Nessa nota, o Consep repudia as tentativas de homicídio, ameaças e mortes de policiais penais em todo o país, especialmente as últimas ocorrências registradas no Pará, que já contabiliza sete casos só em janeiro.

O Consej solicita ao governo federal a apuração rigorosa dos fatos e punição dos envolvidos para que novos casos não ocorram e os policiais penais possam exercer suas atividades profissionais com segurança.

Por outro lado, a Força Nacional de Segurança poderá voltar ao Pará diante do recrudescimento dos crimes praticados por organizações criminosas, que estão agitadas e furiosas dentro das cadeias paraenses. Para essa volta, porém, a Força Nacional só depende da aprovação do governador Helder Barbalho (MDB). A solicitação, aliás, segundo fonte de Brasília ao Ver-o-Fato, já foi feita a Helder, que estaria avaliando o retorno da FNS ao estado.

De acordo com a fonte da área nacional de segurança pública, o que está ocorrendo no Pará são ordens das facções criminosas vindas de fora do estado para matar os policiais penais. E elas são repassadas a criminosos que estão soltos para que façam as execuções a qualquer hora do dia ou da noite.

As matanças dos últimos dias na Grande Belém mostram que a coisa tende a aumentar, apesar de as autoridades dizerem que está tudo sob controle. A presença recente no Pará da FNS ajudou a sufocar rebeliões, execuções de grupos rivais dentro e fora dos presídios.

Em declaração feita na sexta-feira, (22) pela diretora-geral do Departamento Penitenciário Nacional (Depen), Tânia Maria Matos Ferreira Fogaça, ao secretário de estado de Administração Penitenciária, Jarbas Vasconcelos, durante videoconferência, ela se comprometeu a vir a Belém e ajudar a Seap a enfrentar os casos de violência contra os policiais penais.

Vasconcelos, durante a conversa virtual, fez um resumo dos casos de atentados, homicídios e ameaças praticados aos policiais penais nos últimos seis meses. Ele também narrou o que a Seap e os órgãos de segurança pública do estado têm feito para diminuir esses ataques.

Como resposta, além da solidariedade, a diretora do Depen, juntamente com o diretor de inteligência penitenciária, Márcio Magno, e o diretor do Sistema Penitenciário Federal, Marcelo Stona, discutiram uma proposta de plano de ação imediato para acabar, se não, pelo menos, inibir esses atos de violência.

“Secretário, tenha certeza de que qualquer ato praticado contra um policial penal no Pará é praticado também contra todos nós no Depen. Conte com o Depen. Saiba que o senhor não está sozinho.”, concluiu a diretora.

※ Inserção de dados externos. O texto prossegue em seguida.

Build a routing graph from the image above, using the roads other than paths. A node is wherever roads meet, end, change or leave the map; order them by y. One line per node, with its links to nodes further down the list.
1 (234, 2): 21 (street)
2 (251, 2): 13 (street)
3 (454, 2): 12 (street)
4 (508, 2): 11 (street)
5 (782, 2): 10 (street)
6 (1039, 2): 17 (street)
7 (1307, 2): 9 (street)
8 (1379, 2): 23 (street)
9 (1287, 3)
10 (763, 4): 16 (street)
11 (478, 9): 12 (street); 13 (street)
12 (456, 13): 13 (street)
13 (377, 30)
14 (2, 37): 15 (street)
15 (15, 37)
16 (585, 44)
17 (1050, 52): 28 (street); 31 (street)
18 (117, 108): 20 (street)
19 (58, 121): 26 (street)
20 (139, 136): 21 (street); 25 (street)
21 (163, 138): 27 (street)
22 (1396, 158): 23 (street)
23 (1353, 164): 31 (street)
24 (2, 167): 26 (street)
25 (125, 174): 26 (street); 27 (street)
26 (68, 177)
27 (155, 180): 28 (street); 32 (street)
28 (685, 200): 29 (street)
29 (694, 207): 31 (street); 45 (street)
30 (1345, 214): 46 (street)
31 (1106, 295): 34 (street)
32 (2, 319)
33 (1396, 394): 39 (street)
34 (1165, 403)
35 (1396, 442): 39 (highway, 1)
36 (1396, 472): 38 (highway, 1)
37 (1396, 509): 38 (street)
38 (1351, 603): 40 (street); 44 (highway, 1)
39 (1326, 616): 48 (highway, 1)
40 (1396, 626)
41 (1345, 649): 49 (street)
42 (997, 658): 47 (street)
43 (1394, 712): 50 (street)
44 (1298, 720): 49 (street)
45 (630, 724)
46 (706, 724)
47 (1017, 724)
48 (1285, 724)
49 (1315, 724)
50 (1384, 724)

Além disso, a exemplo do secretário Mauro Albuquerque, do Ceará, secretários de outros estados estão disponibilizando ao Depen o envio de grupos especiais de intervenção prisional para ajudarem no enfrentamento aos ataques do crime organizado no Pará.

Além do apoio integral do Depen, a Seap, que enfrenta essa onda de ataques aos seus colaboradores, recebeu solidariedade do Consj, coordenado pelo secretário Pedro Eurico, de Pernambuco.

Veja a nota do Consej

A nota do Consej é do dia 22, mas no dia 23, sábado, outro policial penal foi morto em Belém, aumentando para sete o número de vítimas

Voz da cadeia

Em um áudio interceptado pelo sistema penal, que circulou em aplicativo de mensagens, um preso disse que acabou de sair da cadeia e que os detentos estão sendo torturados e ameaçados pelos agentes prisionais dentro da Central de Triagem Metropolitana (CTM 4).

“Vocês que tem maridos e filhos aí dentro, vocês têm que denunciar, porque eles estão sendo ameaçados todos os dias, espancados, torturados, cortam a alimentação, não tem medicamentos há mais de três meses”, diz a gravação, enviada ao Ver-o-Fato.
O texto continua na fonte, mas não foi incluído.